The key factor here is subglacial melting through geothermal heat, for oceans and lakes of liquid water should be able to form under the ice on Earth-sized planets even when temperatures are as low as 200 K, as we find, for example, on TRAPPIST-1g, which is the coldest of the exoplanets for which Ojha’s team runs calculations.

Such water is found to be buoyant and can migrate through this ‘basal melting,’ a term used, explain the authors, for “any situation where the local geothermal heat flux, as well as any frictional heat produced by glacial sliding, is sufficient to raise the temperature at the base of an ice sheet to its melting point.” Subglacial ice sheets are found on Earth in the West Antarctic Ice Sheet, Greenland and possibly the Canadian Arctic, and the paper points out the possibility of the mechanism at work at the south pole of Mars.

The authors’ modeling uses a software tool called SeaFreeze along with a heat transport model to investigate the thermodynamic and elastic properties of water and ice at a wide range of temperatures and pressures.
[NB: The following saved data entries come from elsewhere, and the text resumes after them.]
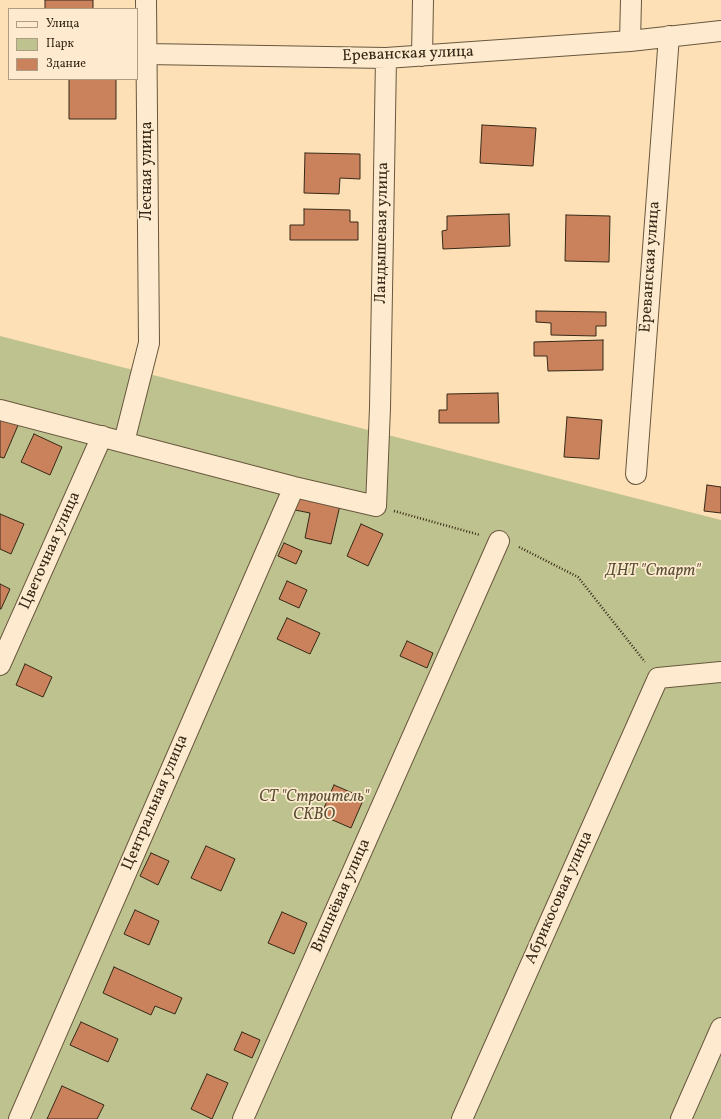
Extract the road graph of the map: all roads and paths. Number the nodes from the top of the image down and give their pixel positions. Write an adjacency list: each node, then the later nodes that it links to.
1 (146, 0): 7 (street, Лесная улица)
2 (423, 0): 8 (street)
3 (631, 0): 6 (street)
4 (721, 31): 5 (street, Ереванская улица)
5 (669, 36): 6 (street, Ереванская улица); 13 (street, Ереванская улица)
6 (630, 41): 8 (street, Ереванская улица)
7 (147, 54): 9 (street, Ереванская улица); 12 (street, Лесная улица)
8 (422, 56): 9 (street, Ереванская улица)
9 (386, 58): 15 (street, Ландышевая улица)
10 (0, 410): 11 (street)
11 (102, 436): 12 (street); 17 (street, Цветочная улица)
12 (124, 442): 14 (street)
13 (636, 474)
14 (294, 487): 15 (street); 21 (street, Центральная улица)
15 (376, 506): 16 (path)
16 (499, 541): 19 (path); 22 (street, Вишнёвая улица)
17 (0, 665)
18 (721, 672): 19 (street)
19 (658, 678): 23 (street, Абрикосовая улица)
20 (721, 1028): 24 (street)
21 (19, 1119)
22 (243, 1119)
23 (462, 1119)
24 (681, 1119)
Given the high surface gravity of worlds like Proxima Centauri b, LHS 1140 b and some of the planets in the TRAPPIST-1 system, water ice should be subjected to extreme pressures and temperatures, and as the paper points out, may evolve into high-pressure ice phases. In such conditions, the meltwater migrates upward to form lakes or oceans. Indeed, this kind of melting and migration of water is more likely to occur on planets where the ice sheets are thicker and there is both higher surface gravity as well as higher surface temperatures.
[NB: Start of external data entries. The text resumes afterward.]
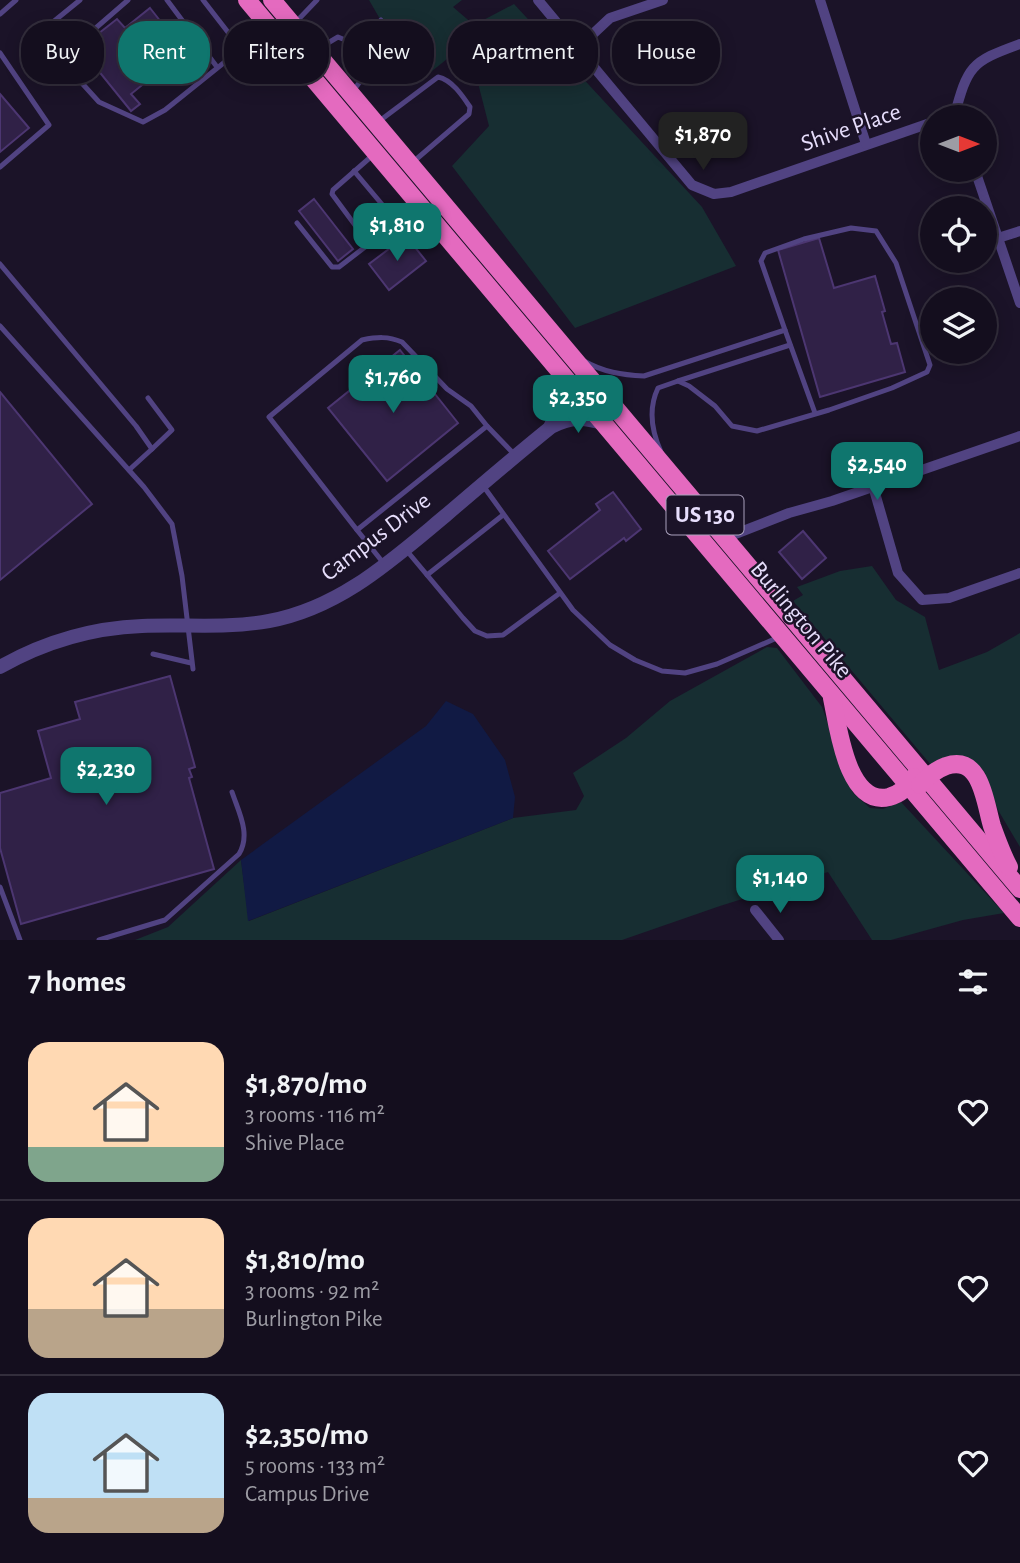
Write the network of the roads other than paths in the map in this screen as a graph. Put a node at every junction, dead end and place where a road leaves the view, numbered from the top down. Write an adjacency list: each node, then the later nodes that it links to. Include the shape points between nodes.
1 (16, 0): 12 (lane)
2 (80, 0): 13 (lane)
3 (128, 0): 14 (lane)
4 (167, 0): 24 (lane)
5 (202, 0): 19 (lane)
6 (247, 0): 15 (highway, Burlington Pike / US 130)
7 (272, 0): 16 (highway, Burlington Pike / US 130)
8 (317, 0): 17 (lane)
9 (538, 0): 18 (street, Shive Place)
10 (663, 0): 20 (street, via 610,18)
11 (820, 0): 34 (street)
12 (0, 13)
13 (54, 21)
14 (104, 21)
15 (265, 21)
16 (290, 21)
17 (297, 21)
18 (556, 21)
19 (224, 28)
20 (598, 29)
21 (1020, 44): 31 (street, via 988,56 970,69)
22 (0, 53): 37 (lane, via 49,125)
23 (224, 62): 24 (lane)
24 (217, 67): 27 (lane, via 165,110 142,122 99,102)
25 (329, 68): 30 (highway, Burlington Pike / US 130)
26 (598, 70): 34 (street, Shive Place, via 692,185 714,194)
27 (83, 84)
28 (318, 84): 35 (highway, Burlington Pike / US 130)
29 (358, 84): 30 (lane)
30 (351, 94): 32 (highway, Burlington Pike / US 130)
31 (958, 105)
32 (376, 123): 36 (highway, Burlington Pike / US 130); 36 (lane, via 438,77 457,90 470,107 469,114)
33 (920, 126): 34 (street, Shive Place)
34 (866, 144)
35 (376, 153): 38 (lane); 40 (highway, Burlington Pike / US 130)
36 (411, 164): 51 (highway, Burlington Pike / US 130)
37 (0, 167)
38 (355, 171): 41 (lane); 45 (lane, via 332,194)
39 (979, 182): 44 (street)
40 (418, 203): 41 (lane); 52 (highway, Burlington Pike / US 130)
41 (396, 221): 45 (lane)
42 (297, 223): 45 (lane, via 332,267 340,267)
43 (1020, 231): 44 (street)
44 (998, 239): 47 (street)
45 (369, 244)
46 (0, 264): 60 (lane)
47 (1020, 303)
48 (0, 326): 62 (lane)
49 (785, 330): 50 (lane); 51 (lane, via 644,376 596,368); 55 (lane, via 761,261 765,253 851,228 876,231 896,263 930,365 927,372 892,387)
50 (790, 345): 53 (lane); 55 (lane)
51 (564, 348): 63 (highway, Burlington Pike / US 130)
52 (564, 376): 56 (highway, Burlington Pike / US 130); 58 (street, Campus Drive, via 564,401)
53 (678, 381): 55 (lane, via 715,406 732,426 757,431); 63 (lane, via 658,388 652,401 659,447)
54 (148, 398): 60 (lane, via 172,430)
55 (815, 414)
56 (605, 424): 58 (street, Campus Drive, via 578,417); 75 (highway, Burlington Pike / US 130)
57 (487, 426): 61 (lane); 67 (lane); 67 (lane, via 471,405 447,389 402,342 377,337 362,340 270,417)
58 (551, 426): 61 (street, Campus Drive)
59 (1020, 436): 65 (street)
60 (152, 449): 62 (lane)
61 (516, 456): 64 (street, Campus Drive)
62 (129, 470): 74 (lane, via 173,524)
63 (673, 477): 68 (highway, Burlington Pike / US 130)
64 (482, 484): 66 (lane); 69 (street, Campus Drive)
65 (873, 486): 68 (street); 71 (street, via 898,573 922,600 949,598)
66 (503, 515): 72 (lane); 73 (lane)
67 (357, 530): 70 (lane)
68 (724, 538): 79 (highway, Burlington Pike / US 130)
69 (405, 549): 70 (street, Campus Drive); 72 (lane)
70 (386, 565): 74 (street, Campus Drive, via 343,593 301,612 247,624)
71 (1020, 573)
72 (427, 575): 73 (lane, via 475,631 487,636 503,635)
73 (560, 593): 75 (lane, via 610,645 635,660 676,673 717,664)
74 (187, 626): 76 (lane, via 192,666); 77 (street, Campus Drive, via 140,626 71,636)
75 (782, 636): 78 (highway, Burlington Pike / US 130)
76 (153, 654)
77 (0, 667)
78 (832, 694): 80 (highway, Burlington Pike / US 130); 80 (highway, via 848,763 859,788 876,799)
79 (922, 773): 80 (highway, via 919,787); 83 (highway, Burlington Pike / US 130); 83 (highway, via 950,765 964,765 974,772)
80 (913, 790): 85 (highway, Burlington Pike / US 130)
81 (232, 792): 87 (lane, via 246,834 239,854 165,920)
82 (0, 887): 86 (lane)
83 (1020, 889)
84 (755, 911): 88 (street)
85 (1020, 918)
86 (20, 940)
87 (99, 940)
88 (779, 940)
Image: A frozen world heated from within, as envisioned by the paper’s lead author, Lujendra Ojha.

Beyond radiogenic heating, tidal effects are an interesting question, given the potential tidal lock of planets in close orbits around M-dwarfs. Yet planets further out in the system could still benefit from tidal activity, as the paper notes about TRAPPIST-1:

…the age of the TRAPPIST-1 system is estimated to be 7.6 ± 2.2 Gyr; thus, if geothermal heating has waned more than predicted by the age-dependent heat production rate assumed here, tidal heating could be an additional source of heat for basal melting on the TRAPPIST-1 system. On planets e and f of the TRAPPIST-1 system, tidal heating is estimated to contribute heat flow between 160 and 180 mW m−2. Thus, even if geothermal heating were to be negligible on these bodies, basal melting could still occur via tidal heating alone. However, for TRAPPIST-1 g, the mean tidal heat flow estimate from N-body simulation is less than 90 mW m−2. Thus, ice sheets thinner than a few kilometers are unlikely to undergo basal melting on TRAPPIST-1 g.

So we have two mechanisms in play to maintain lakes or oceans beneath surface ice on M-dwarf planets. The finding is encouraging given that one of the key objections to life in these environments is the time needed for life to evolve given that the young planet should be bombarded by ultraviolet and X-ray radiation, a common issue for these stars. We put in place what Amri Wandel (Hebrew University of Jerusalem), who writes a commentary on this work for Nature Communications, calls ‘a safe neighborhood,’ and one for which forms of biosignature detection relying on plume activity will doubtless emerge building on our experience at Enceladus and Europa.

The paper is Ojha et al., “Liquid water on cold exo-Earths via basal melting of ice sheets,” Nature Communications 13, Article number: 7521 (6 December, 2022). Full text. Wandel’s excellent commentary is “Habitability and sub glacial liquid water on planets of M-dwarf stars,” Nature Communications 14, Article number: 2125 (14 April 2023). Full text.